**What you should do**
Return each line of the records with nothing changed, pictures excepted.

**Task material**
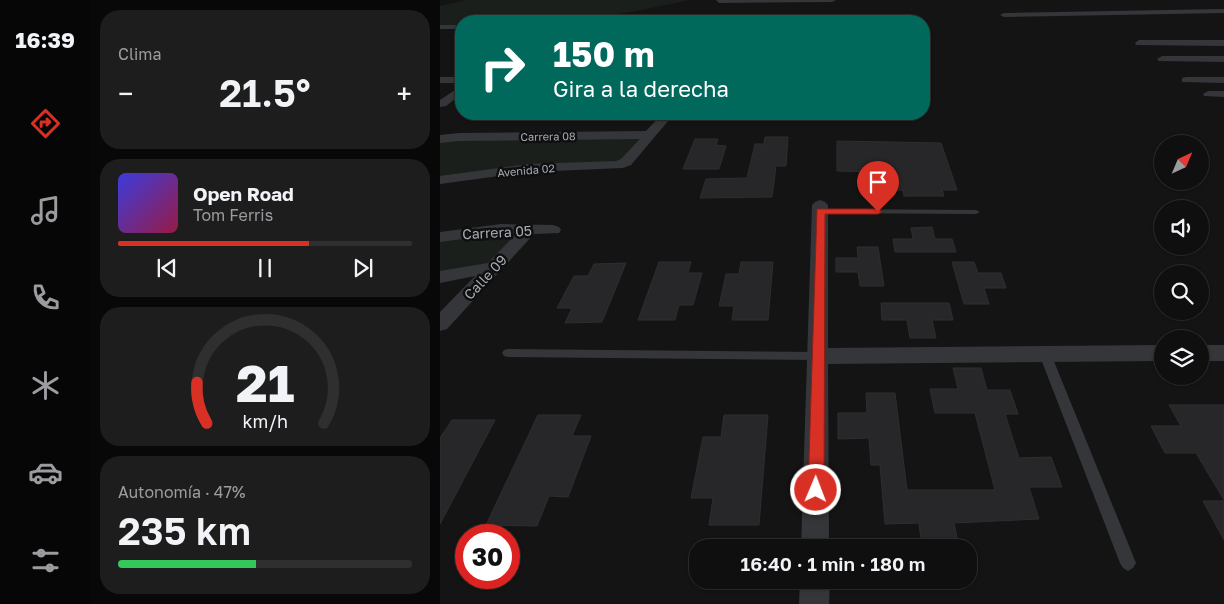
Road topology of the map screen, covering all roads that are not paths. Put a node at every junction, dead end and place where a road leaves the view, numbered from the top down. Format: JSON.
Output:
{"nodes":[{"id":1,"x":785,"y":0,"type":"edge"},
{"id":2,"x":832,"y":0,"type":"edge"},
{"id":3,"x":718,"y":3,"type":"edge"},
{"id":4,"x":1093,"y":4,"type":"dead end"},
{"id":5,"x":1224,"y":11,"type":"edge"},
{"id":6,"x":1105,"y":13,"type":"junction"},
{"id":7,"x":1004,"y":15,"type":"dead end"},
{"id":8,"x":440,"y":27,"type":"edge"},
{"id":9,"x":455,"y":27,"type":"edge"},
{"id":10,"x":1139,"y":43,"type":"dead end"},
{"id":11,"x":1224,"y":43,"type":"edge"},
{"id":12,"x":1162,"y":59,"type":"dead end"},
{"id":13,"x":1224,"y":59,"type":"edge"},
{"id":14,"x":440,"y":80,"type":"edge"},
{"id":15,"x":455,"y":80,"type":"edge"},
{"id":16,"x":1186,"y":80,"type":"dead end"},
{"id":17,"x":1224,"y":80,"type":"edge"},
{"id":18,"x":455,"y":94,"type":"edge"},
{"id":19,"x":1208,"y":94,"type":"dead end"},
{"id":20,"x":1224,"y":94,"type":"edge"},
{"id":21,"x":441,"y":104,"type":"edge"},
{"id":22,"x":455,"y":104,"type":"edge"},
{"id":23,"x":663,"y":120,"type":"edge"},
{"id":24,"x":650,"y":135,"type":"junction"},
{"id":25,"x":443,"y":138,"type":"edge"},
{"id":26,"x":440,"y":180,"type":"edge"},
{"id":27,"x":820,"y":208,"type":"joint"},
{"id":28,"x":976,"y":212,"type":"dead end"},
{"id":29,"x":529,"y":230,"type":"junction"},
{"id":30,"x":554,"y":230,"type":"dead end"},
{"id":31,"x":440,"y":237,"type":"edge"},
{"id":32,"x":494,"y":267,"type":"junction"},
{"id":33,"x":440,"y":276,"type":"edge"},
{"id":34,"x":440,"y":324,"type":"edge"},
{"id":35,"x":508,"y":353,"type":"dead end"},
{"id":36,"x":1154,"y":353,"type":"edge"},
{"id":37,"x":1209,"y":353,"type":"edge"},
{"id":38,"x":1224,"y":353,"type":"edge"},
{"id":39,"x":1045,"y":354,"type":"junction"},
{"id":40,"x":818,"y":356,"type":"junction"},
{"id":41,"x":815,"y":539,"type":"edge"},
{"id":42,"x":1128,"y":563,"type":"dead end"},
{"id":43,"x":815,"y":589,"type":"edge"},
{"id":44,"x":814,"y":604,"type":"edge"}],
"edges":[{"from":1,"to":2,"type":"street"},
{"from":1,"to":3,"type":"street"},
{"from":4,"to":6,"type":"street"},
{"from":5,"to":6,"type":"street"},
{"from":6,"to":7,"type":"street"},
{"from":8,"to":9,"type":"street"},
{"from":10,"to":11,"type":"street"},
{"from":12,"to":13,"type":"street"},
{"from":14,"to":15,"type":"street"},
{"from":16,"to":17,"type":"street"},
{"from":18,"to":21,"type":"street"},
{"from":19,"to":20,"type":"street"},
{"from":21,"to":22,"type":"street"},
{"from":23,"to":24,"type":"street"},
{"from":24,"to":25,"type":"street","name":"Carrera 08"},
{"from":24,"to":26,"type":"street","name":"Avenida 02"},
{"from":27,"to":28,"type":"lane"},
{"from":27,"to":40,"type":"street"},
{"from":29,"to":30,"type":"street","name":"Carrera 05"},
{"from":29,"to":31,"type":"street","name":"Carrera 05"},
{"from":29,"to":32,"type":"street","name":"Calle 09"},
{"from":32,"to":33,"type":"street"},
{"from":32,"to":34,"type":"street","name":"Calle 09"},
{"from":35,"to":40,"type":"lane"},
{"from":36,"to":39,"type":"street"},
{"from":37,"to":38,"type":"street"},
{"from":39,"to":40,"type":"street"},
{"from":39,"to":42,"type":"lane"},
{"from":40,"to":41,"type":"street"},
{"from":43,"to":44,"type":"street"}]}
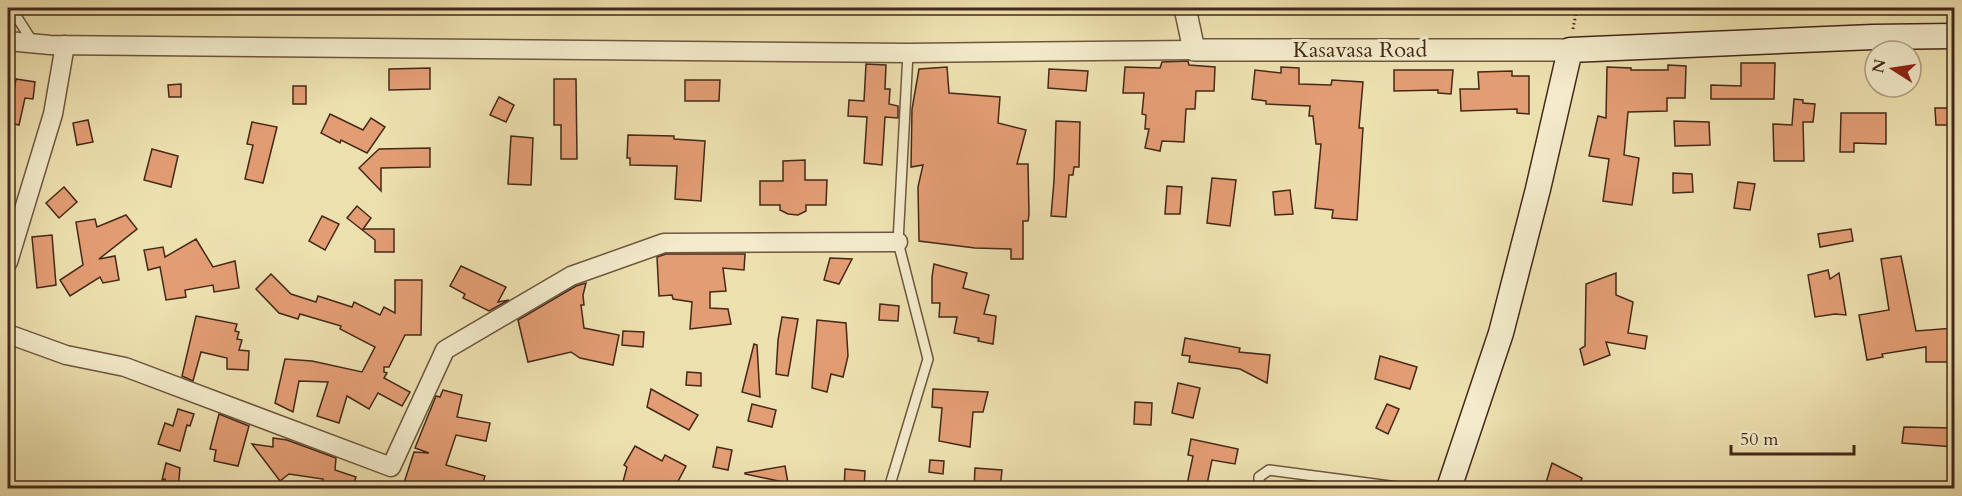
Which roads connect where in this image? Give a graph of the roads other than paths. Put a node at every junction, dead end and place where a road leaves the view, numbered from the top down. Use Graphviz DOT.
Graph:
graph roads {
  1 [pos="11,8"];
  2 [pos="1185,8"];
  3 [pos="1954,36"];
  4 [pos="8,41"];
  5 [pos="34,44"];
  6 [pos="65,45"];
  7 [pos="1194,50"];
  8 [pos="1570,50"];
  9 [pos="908,53"];
  10 [pos="898,242"];
  11 [pos="8,262"];
  12 [pos="8,334"];
  13 [pos="889,489"];
  14 [pos="1259,489"];
  15 [pos="1405,489"];
  16 [pos="1449,489"];
  1 -- 5 [label="lane"];
  2 -- 7 [label="street"];
  3 -- 8 [label="main road"];
  4 -- 5 [label="street"];
  5 -- 6 [label="street"];
  6 -- 9 [label="street"];
  6 -- 11 [label="street"];
  7 -- 8 [label="street, Kasavasa Road"];
  7 -- 9 [label="street"];
  8 -- 16 [label="main road"];
  9 -- 10 [label="lane"];
  10 -- 12 [label="street"];
  10 -- 13 [label="lane"];
  14 -- 15 [label="lane"];
}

**Written response**
Road topology of the map screen, covering all roads that are not paths. Put a node at every junction, dead end and place where a road leaves the view, numbered from the top down. Format: JSON.
Output:
{"nodes":[{"id":1,"x":785,"y":0,"type":"edge"},
{"id":2,"x":832,"y":0,"type":"edge"},
{"id":3,"x":718,"y":3,"type":"edge"},
{"id":4,"x":1093,"y":4,"type":"dead end"},
{"id":5,"x":1224,"y":11,"type":"edge"},
{"id":6,"x":1105,"y":13,"type":"junction"},
{"id":7,"x":1004,"y":15,"type":"dead end"},
{"id":8,"x":440,"y":27,"type":"edge"},
{"id":9,"x":455,"y":27,"type":"edge"},
{"id":10,"x":1139,"y":43,"type":"dead end"},
{"id":11,"x":1224,"y":43,"type":"edge"},
{"id":12,"x":1162,"y":59,"type":"dead end"},
{"id":13,"x":1224,"y":59,"type":"edge"},
{"id":14,"x":440,"y":80,"type":"edge"},
{"id":15,"x":455,"y":80,"type":"edge"},
{"id":16,"x":1186,"y":80,"type":"dead end"},
{"id":17,"x":1224,"y":80,"type":"edge"},
{"id":18,"x":455,"y":94,"type":"edge"},
{"id":19,"x":1208,"y":94,"type":"dead end"},
{"id":20,"x":1224,"y":94,"type":"edge"},
{"id":21,"x":441,"y":104,"type":"edge"},
{"id":22,"x":455,"y":104,"type":"edge"},
{"id":23,"x":663,"y":120,"type":"edge"},
{"id":24,"x":650,"y":135,"type":"junction"},
{"id":25,"x":443,"y":138,"type":"edge"},
{"id":26,"x":440,"y":180,"type":"edge"},
{"id":27,"x":820,"y":208,"type":"joint"},
{"id":28,"x":976,"y":212,"type":"dead end"},
{"id":29,"x":529,"y":230,"type":"junction"},
{"id":30,"x":554,"y":230,"type":"dead end"},
{"id":31,"x":440,"y":237,"type":"edge"},
{"id":32,"x":494,"y":267,"type":"junction"},
{"id":33,"x":440,"y":276,"type":"edge"},
{"id":34,"x":440,"y":324,"type":"edge"},
{"id":35,"x":508,"y":353,"type":"dead end"},
{"id":36,"x":1154,"y":353,"type":"edge"},
{"id":37,"x":1209,"y":353,"type":"edge"},
{"id":38,"x":1224,"y":353,"type":"edge"},
{"id":39,"x":1045,"y":354,"type":"junction"},
{"id":40,"x":818,"y":356,"type":"junction"},
{"id":41,"x":815,"y":539,"type":"edge"},
{"id":42,"x":1128,"y":563,"type":"dead end"},
{"id":43,"x":815,"y":589,"type":"edge"},
{"id":44,"x":814,"y":604,"type":"edge"}],
"edges":[{"from":1,"to":2,"type":"street"},
{"from":1,"to":3,"type":"street"},
{"from":4,"to":6,"type":"street"},
{"from":5,"to":6,"type":"street"},
{"from":6,"to":7,"type":"street"},
{"from":8,"to":9,"type":"street"},
{"from":10,"to":11,"type":"street"},
{"from":12,"to":13,"type":"street"},
{"from":14,"to":15,"type":"street"},
{"from":16,"to":17,"type":"street"},
{"from":18,"to":21,"type":"street"},
{"from":19,"to":20,"type":"street"},
{"from":21,"to":22,"type":"street"},
{"from":23,"to":24,"type":"street"},
{"from":24,"to":25,"type":"street","name":"Carrera 08"},
{"from":24,"to":26,"type":"street","name":"Avenida 02"},
{"from":27,"to":28,"type":"lane"},
{"from":27,"to":40,"type":"street"},
{"from":29,"to":30,"type":"street","name":"Carrera 05"},
{"from":29,"to":31,"type":"street","name":"Carrera 05"},
{"from":29,"to":32,"type":"street","name":"Calle 09"},
{"from":32,"to":33,"type":"street"},
{"from":32,"to":34,"type":"street","name":"Calle 09"},
{"from":35,"to":40,"type":"lane"},
{"from":36,"to":39,"type":"street"},
{"from":37,"to":38,"type":"street"},
{"from":39,"to":40,"type":"street"},
{"from":39,"to":42,"type":"lane"},
{"from":40,"to":41,"type":"street"},
{"from":43,"to":44,"type":"street"}]}
Which roads connect where in this image? Give a graph of the roads other than paths. Put a node at every junction, dead end and place where a road leaves the view, numbered from the top down. Use Graphviz DOT.
Graph:
graph roads {
  1 [pos="11,8"];
  2 [pos="1185,8"];
  3 [pos="1954,36"];
  4 [pos="8,41"];
  5 [pos="34,44"];
  6 [pos="65,45"];
  7 [pos="1194,50"];
  8 [pos="1570,50"];
  9 [pos="908,53"];
  10 [pos="898,242"];
  11 [pos="8,262"];
  12 [pos="8,334"];
  13 [pos="889,489"];
  14 [pos="1259,489"];
  15 [pos="1405,489"];
  16 [pos="1449,489"];
  1 -- 5 [label="lane"];
  2 -- 7 [label="street"];
  3 -- 8 [label="main road"];
  4 -- 5 [label="street"];
  5 -- 6 [label="street"];
  6 -- 9 [label="street"];
  6 -- 11 [label="street"];
  7 -- 8 [label="street, Kasavasa Road"];
  7 -- 9 [label="street"];
  8 -- 16 [label="main road"];
  9 -- 10 [label="lane"];
  10 -- 12 [label="street"];
  10 -- 13 [label="lane"];
  14 -- 15 [label="lane"];
}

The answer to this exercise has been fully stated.